Monday, February 9, 2015

Brian Williams and Baghdad Bob

Brian Williams and Baghdad Bob

By Pierre Tristam
The Smirking Chimp
February 9, 2015

In 2008, Hillary Rodham Clinton lied when she claimed that she’d
run across an airport tarmac in Bosnia to avoid sniper fire.

It was left up to the comedian Sinbad, who was on the same trip
with Clinton, to set her straight when he recalled that the only
scary part of the trip was where they could all eat next.

Ronald Reagan actually told an Israeli prime minister that he’d
been among the American troops liberating Auschwitz, when in
reality the old liar had spent World War II making movies Stateside
for the military’s First Motion Picture Unit in Culver City, Calif.

Not nearly as big a deal as the lies he told to hide his role in the
Iran-Contras, hostages-for-arms dealings that should have ended
his presidency, and instead only turned another inveterate liar,
Oliver North, into a cult hero.

Lyndon Johnson’s lies could drown Texas.

When he became president, Helen Gahagan Douglas, the actress,
Congresswoman and one of LBJ’s many mistresses, said she was
certain that “we had heard the last frank response to a question
from the press.”

She knew her liars: she’d lost to Richard Nixon in a Senate race
13 years earlier.

As for GWB, all we have to say is WMD.

That politicians lie is not a surprise. For some it’s part of the
job description.

Reporters and news anchors know that. They report on lies daily.

Brian Williams of NBC news reported those of Clinton and Bush.

He’d also just become anchor of NBC’s nightly news when he
reported on the retirement of Dan Rather from CBS, a retirement
hastened by Rather’s blundered report on Bush’s suspicious military

Rather never lied. He just reported a sloppy story that was
never backed up by solid evidence.

And soon after that, Rather was in essence fired when CBS
refused to renew his contract. Williams reported on that, too.

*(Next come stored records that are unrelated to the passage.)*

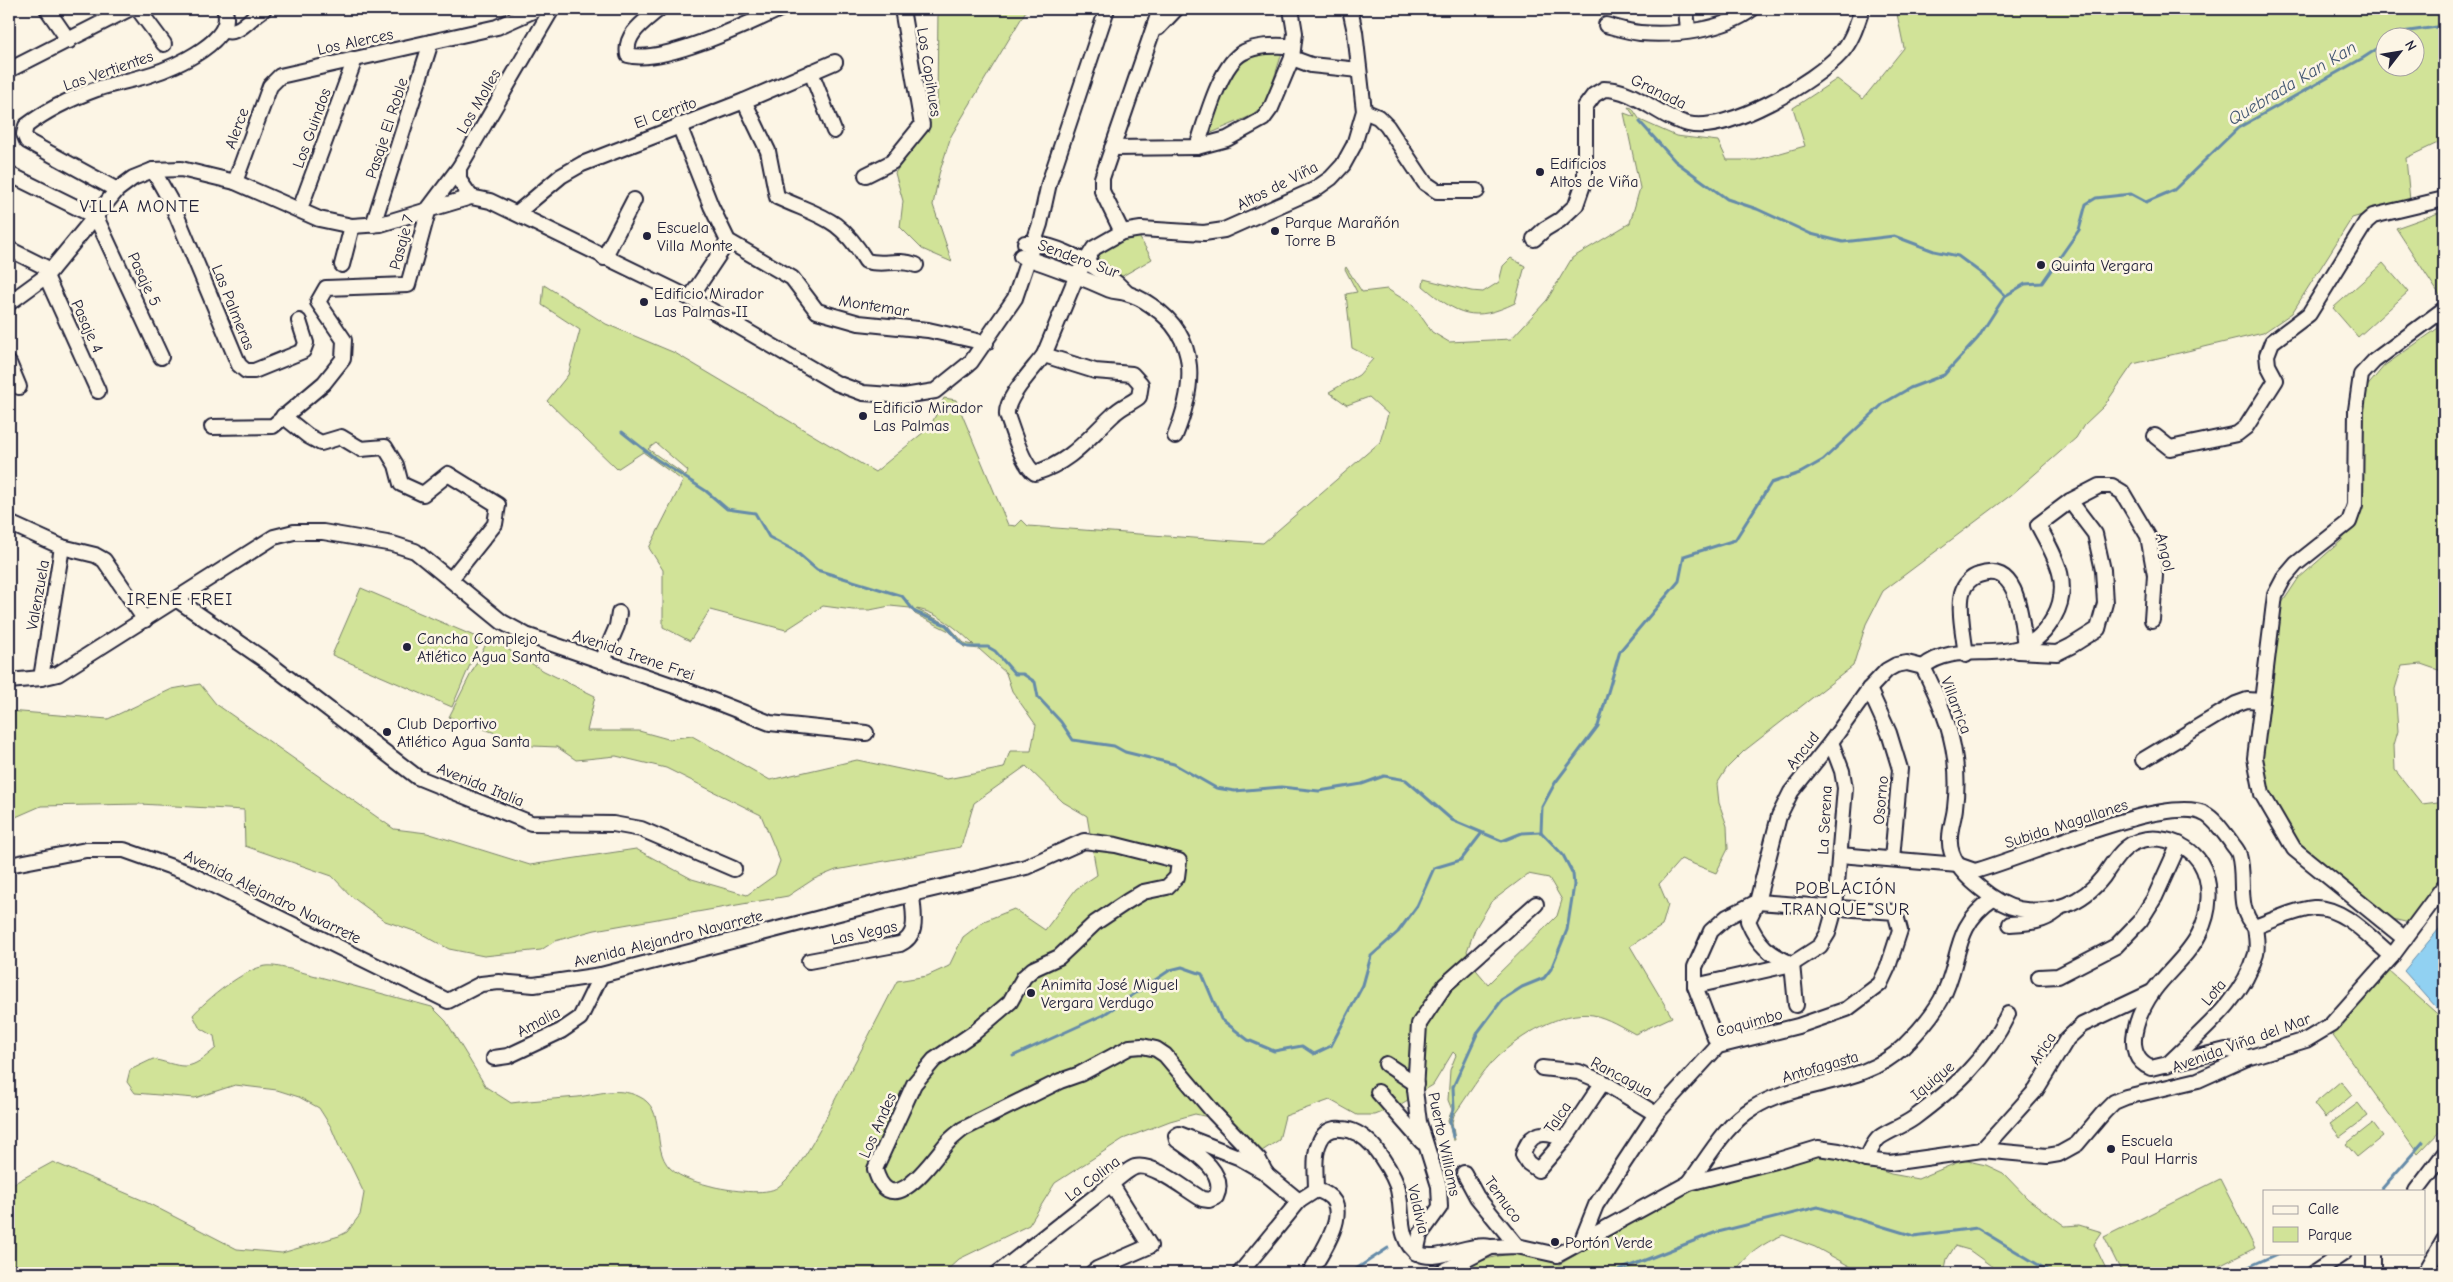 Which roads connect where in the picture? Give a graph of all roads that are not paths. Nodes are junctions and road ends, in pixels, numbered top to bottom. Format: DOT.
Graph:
graph roads {
  1 [pos="47,9"];
  2 [pos="129,9"];
  3 [pos="138,9"];
  4 [pos="224,9"];
  5 [pos="264,9"];
  6 [pos="538,9"];
  7 [pos="552,9"];
  8 [pos="659,9"];
  9 [pos="780,9"];
  10 [pos="902,9"];
  11 [pos="1107,9"];
  12 [pos="1163,9"];
  13 [pos="1176,9"];
  14 [pos="1291,9"];
  15 [pos="1350,9"];
  16 [pos="1686,9"];
  17 [pos="1752,9"];
  18 [pos="1862,9"];
  19 [pos="1606,25"];
  20 [pos="223,30"];
  21 [pos="1688,30"];
  22 [pos="1152,34"];
  23 [pos="69,41"];
  24 [pos="431,42"];
  25 [pos="164,44"];
  26 [pos="1292,52"];
  27 [pos="354,60"];
  28 [pos="835,62"];
  29 [pos="9,70"];
  30 [pos="1359,70"];
  31 [pos="811,72"];
  32 [pos="270,86"];
  33 [pos="744,101"];
  34 [pos="1364,111"];
  35 [pos="679,125"];
  36 [pos="834,131"];
  37 [pos="1197,147"];
  38 [pos="1112,148"];
  39 [pos="459,168"];
  40 [pos="153,170"];
  41 [pos="9,174"];
  42 [pos="866,175"];
  43 [pos="235,182"];
  44 [pos="118,190"];
  45 [pos="1476,191"];
  46 [pos="471,197"];
  47 [pos="2444,199"];
  48 [pos="634,200"];
  49 [pos="429,208"];
  50 [pos="300,209"];
  51 [pos="517,213"];
  52 [pos="96,217"];
  53 [pos="373,225"];
  54 [pos="352,226"];
  55 [pos="1122,232"];
  56 [pos="1534,239"];
  57 [pos="728,240"];
  58 [pos="9,249"];
  59 [pos="1027,250"];
  60 [pos="604,258"];
  61 [pos="1084,260"];
  62 [pos="342,265"];
  63 [pos="916,265"];
  64 [pos="49,273"];
  65 [pos="1077,275"];
  66 [pos="1126,293"];
  67 [pos="690,298"];
  68 [pos="9,303"];
  69 [pos="2444,309"];
  70 [pos="299,321"];
  71 [pos="986,343"];
  72 [pos="1044,355"];
  73 [pos="161,357"];
  74 [pos="9,363"];
  75 [pos="19,387"];
  76 [pos="98,391"];
  77 [pos="283,416"];
  78 [pos="212,427"];
  79 [pos="1175,436"];
  80 [pos="2155,436"];
  81 [pos="2099,486"];
  82 [pos="2070,501"];
  83 [pos="9,523"];
  84 [pos="62,547"];
  85 [pos="451,579"];
  86 [pos="176,600"];
  87 [pos="619,613"];
  88 [pos="145,620"];
  89 [pos="2152,620"];
  90 [pos="2025,646"];
  91 [pos="2007,651"];
  92 [pos="1966,655"];
  93 [pos="602,661"];
  94 [pos="1923,668"];
  95 [pos="41,678"];
  96 [pos="9,681"];
  97 [pos="1869,689"];
  98 [pos="2262,701"];
  99 [pos="866,733"];
  100 [pos="1831,742"];
  101 [pos="2143,760"];
  102 [pos="2179,844"];
  103 [pos="1840,855"];
  104 [pos="1892,859"];
  105 [pos="1179,861"];
  106 [pos="9,865"];
  107 [pos="1958,865"];
  108 [pos="734,869"];
  109 [pos="2444,886"];
  110 [pos="912,894"];
  111 [pos="1993,899"];
  112 [pos="1757,902"];
  113 [pos="1536,904"];
  114 [pos="2061,907"];
  115 [pos="1835,908"];
  116 [pos="2010,924"];
  117 [pos="2255,927"];
  118 [pos="2394,929"];
  119 [pos="2406,939"];
  120 [pos="2386,952"];
  121 [pos="809,961"];
  122 [pos="1792,964"];
  123 [pos="601,975"];
  124 [pos="2039,977"];
  125 [pos="1695,986"];
  126 [pos="2152,992"];
  127 [pos="1796,1006"];
  128 [pos="2008,1014"];
  129 [pos="1718,1046"];
  130 [pos="494,1058"];
  131 [pos="2247,1058"];
  132 [pos="1386,1064"];
  133 [pos="2166,1066"];
  134 [pos="1542,1068"];
  135 [pos="1603,1082"];
  136 [pos="1416,1084"];
  137 [pos="1378,1092"];
  138 [pos="1656,1114"];
  139 [pos="1565,1139"];
  140 [pos="1428,1148"];
  141 [pos="1982,1150"];
  142 [pos="2444,1154"];
  143 [pos="1866,1160"];
  144 [pos="1464,1173"];
  145 [pos="1266,1174"];
  146 [pos="1689,1183"];
  147 [pos="1112,1184"];
  148 [pos="1316,1190"];
  149 [pos="2417,1190"];
  150 [pos="1299,1201"];
  151 [pos="1582,1240"];
  152 [pos="2444,1240"];
  153 [pos="1517,1246"];
  154 [pos="1491,1247"];
  155 [pos="1416,1253"];
  156 [pos="2342,1254"];
  157 [pos="2374,1254"];
  158 [pos="998,1273"];
  159 [pos="1092,1273"];
  160 [pos="1240,1273"];
  161 [pos="1310,1273"];
  162 [pos="1440,1273"];
  163 [pos="2314,1273"];
  164 [pos="2374,1273"];
  165 [pos="2425,1273"];
  1 -- 23 [label="street"];
  2 -- 23 [label="street"];
  3 -- 25 [label="street"];
  4 -- 20 [label="street"];
  5 -- 20 [label="street"];
  6 -- 24 [label="street, Los Alerces"];
  7 -- 39 [label="street, Los Molles"];
  8 -- 9 [label="street"];
  10 -- 42 [label="street, Los Copihues"];
  11 -- 59 [label="street"];
  12 -- 22 [label="street"];
  13 -- 22 [label="street"];
  14 -- 26 [label="street"];
  15 -- 30 [label="street, Altos de Viña"];
  16 -- 21 [label="street"];
  17 -- 21 [label="street"];
  18 -- 56 [label="street, Granada"];
  19 -- 21 [label="street"];
  20 -- 44 [label="street, Las Vertientes"];
  22 -- 38 [label="street"];
  23 -- 29 [label="street"];
  24 -- 27 [label="street, Los Alerces"];
  24 -- 53 [label="street, Pasaje El Roble"];
  26 -- 30 [label="street"];
  26 -- 37 [label="street"];
  26 -- 37 [label="street"];
  27 -- 32 [label="street, Los Alerces"];
  27 -- 50 [label="street, Los Guindos"];
  28 -- 31 [label="street, El Cerrito"];
  30 -- 34 [label="street, Altos de Viña"];
  31 -- 33 [label="street, El Cerrito"];
  31 -- 36 [label="street"];
  32 -- 43 [label="street, Alerce"];
  33 -- 35 [label="street, El Cerrito"];
  33 -- 63 [label="street"];
  34 -- 45 [label="street"];
  34 -- 55 [label="street, Altos de Viña"];
  35 -- 51 [label="street, El Cerrito"];
  35 -- 57 [label="street"];
  37 -- 38 [label="street"];
  38 -- 55 [label="street"];
  39 -- 46 [label="street"];
  39 -- 49 [label="street, Los Molles"];
  40 -- 43 [label="street"];
  40 -- 44 [label="street"];
  40 -- 70 [label="street, Las Palmeras"];
  41 -- 52 [label="street"];
  43 -- 50 [label="street"];
  44 -- 52 [label="street"];
  46 -- 49 [label="street"];
  46 -- 51 [label="street"];
  47 -- 80 [label="street"];
  48 -- 60 [label="street"];
  49 -- 53 [label="street"];
  49 -- 77 [label="street, Pasaje 7"];
  50 -- 54 [label="street"];
  51 -- 60 [label="street"];
  52 -- 64 [label="street"];
  52 -- 73 [label="street, Pasaje 5"];
  53 -- 54 [label="street"];
  54 -- 62 [label="street"];
  55 -- 61 [label="street, Altos de Viña"];
  57 -- 67 [label="street"];
  57 -- 71 [label="street, Montemar"];
  58 -- 64 [label="street"];
  59 -- 61 [label="street, Sendero Sur"];
  59 -- 65 [label="street, Sendero Sur"];
  59 -- 71 [label="street"];
  60 -- 67 [label="street"];
  61 -- 65 [label="street, Altos de Viña"];
  61 -- 66 [label="street, Sendero Sur"];
  64 -- 68 [label="street"];
  64 -- 76 [label="street, Pasaje 4"];
  65 -- 66 [label="street, Sendero Sur"];
  65 -- 72 [label="street, Altos de Viña"];
  66 -- 79 [label="street, Sendero Sur"];
  67 -- 71 [label="street"];
  69 -- 98 [label="street"];
  72 -- 72 [label="street, Altos de Viña"];
  74 -- 75 [label="street"];
  77 -- 78 [label="street"];
  77 -- 85 [label="street"];
  81 -- 82 [label="street, Villarrica"];
  81 -- 89 [label="street, Angol"];
  82 -- 90 [label="street, Villarrica"];
  82 -- 91 [label="street"];
  83 -- 84 [label="street"];
  84 -- 88 [label="street"];
  84 -- 95 [label="street, Valenzuela"];
  85 -- 86 [label="street, Avenida Irene Frei"];
  85 -- 93 [label="street, Avenida Irene Frei"];
  86 -- 88 [label="street, Avenida Irene Frei"];
  86 -- 108 [label="street, Avenida Italia"];
  87 -- 93 [label="street"];
  88 -- 95 [label="street, Avenida Irene Frei"];
  90 -- 91 [label="street, Villarrica"];
  90 -- 92 [label="street"];
  91 -- 92 [label="street, Villarrica"];
  92 -- 94 [label="street, Villarrica"];
  93 -- 99 [label="street, Avenida Irene Frei"];
  94 -- 97 [label="street, Ancud"];
  94 -- 107 [label="street, Villarrica"];
  95 -- 96 [label="street, Avenida Irene Frei"];
  97 -- 100 [label="street, Ancud"];
  97 -- 104 [label="street, Osorno"];
  98 -- 101 [label="street"];
  98 -- 118 [label="street"];
  100 -- 103 [label="street, La Serena"];
  100 -- 112 [label="street, Ancud"];
  102 -- 114 [label="street, Villarrica"];
  102 -- 124 [label="street"];
  102 -- 126 [label="street, Villarrica"];
  103 -- 104 [label="street, Subida Magallanes"];
  103 -- 115 [label="street, La Serena"];
  104 -- 107 [label="street, Subida Magallanes"];
  105 -- 110 [label="street, Avenida Alejandro Navarrete"];
  105 -- 145 [label="street, Los Andes"];
  106 -- 123 [label="street, Avenida Alejandro Navarrete"];
  107 -- 111 [label="street, Villarrica"];
  107 -- 117 [label="street, Subida Magallanes"];
  109 -- 119 [label="street, Avenida Viña del Mar"];
  110 -- 121 [label="street, Las Vegas"];
  110 -- 123 [label="street, Avenida Alejandro Navarrete"];
  111 -- 114 [label="street, Villarrica"];
  111 -- 146 [label="street, Antofagasta"];
  112 -- 115 [label="street"];
  112 -- 122 [label="street, Ancud"];
  112 -- 125 [label="street"];
  113 -- 136 [label="street, Puerto Williams"];
  114 -- 116 [label="street, Villarrica"];
  115 -- 122 [label="street, La Serena"];
  115 -- 129 [label="street, Coquimbo"];
  117 -- 120 [label="street"];
  117 -- 133 [label="street, Lota"];
  118 -- 119 [label="street"];
  118 -- 120 [label="street, Avenida Viña del Mar"];
  119 -- 120 [label="street, Avenida Viña del Mar"];
  120 -- 131 [label="street, Avenida Viña del Mar"];
  122 -- 125 [label="street, La Serena"];
  122 -- 127 [label="street"];
  123 -- 130 [label="street, Amalia"];
  125 -- 129 [label="street"];
  126 -- 133 [label="street, Villarrica"];
  126 -- 141 [label="street, Arica"];
  128 -- 143 [label="street, Iquique"];
  129 -- 138 [label="street, Coquimbo"];
  131 -- 133 [label="street, Villarrica"];
  131 -- 141 [label="street, Avenida Viña del Mar"];
  132 -- 136 [label="street"];
  134 -- 135 [label="street, Rancagua"];
  135 -- 138 [label="street, Rancagua"];
  135 -- 139 [label="street, Talca"];
  136 -- 140 [label="street, Puerto Williams"];
  137 -- 140 [label="street"];
  138 -- 151 [label="street, Coquimbo"];
  139 -- 139 [label="street, Talca"];
  140 -- 155 [label="street, Puerto Williams"];
  141 -- 143 [label="street, Avenida Viña del Mar"];
  142 -- 149 [label="street"];
  143 -- 146 [label="street, Avenida Viña del Mar"];
  144 -- 153 [label="street, Temuco"];
  145 -- 147 [label="street, La Colina"];
  145 -- 150 [label="street, Los Andes"];
  146 -- 151 [label="street, Avenida Viña del Mar"];
  147 -- 158 [label="street, La Colina"];
  147 -- 159 [label="street"];
  148 -- 150 [label="street"];
  148 -- 155 [label="street, Valdivia"];
  148 -- 161 [label="street"];
  150 -- 160 [label="street"];
  151 -- 153 [label="street, Avenida Viña del Mar"];
  152 -- 165 [label="street"];
  153 -- 154 [label="street, Avenida Viña del Mar"];
  154 -- 155 [label="street, Valdivia"];
  154 -- 162 [label="street, Avenida Viña del Mar"];
  156 -- 163 [label="street"];
  157 -- 164 [label="street"];
}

When reporters lie, they break the industry’s equivalent
of a Hippocratic oath.

They do great harm to their organization’s credibility, but
also to the people they cover and the audiences who trust

Williams, it turns out, is an outright liar.

He’s been telling a story about being shot down in a helicopter
in the early days of the Iraq war.

Totally false.

Veterans and Stars and Stripes, the military’s newspaper,
corrected him.

He was forced to apologize.

He lied even in his apology. He claimed he’d been following
the helicopter that was struck. He hadn’t.

His helicopter was forced to land because of a sand storm.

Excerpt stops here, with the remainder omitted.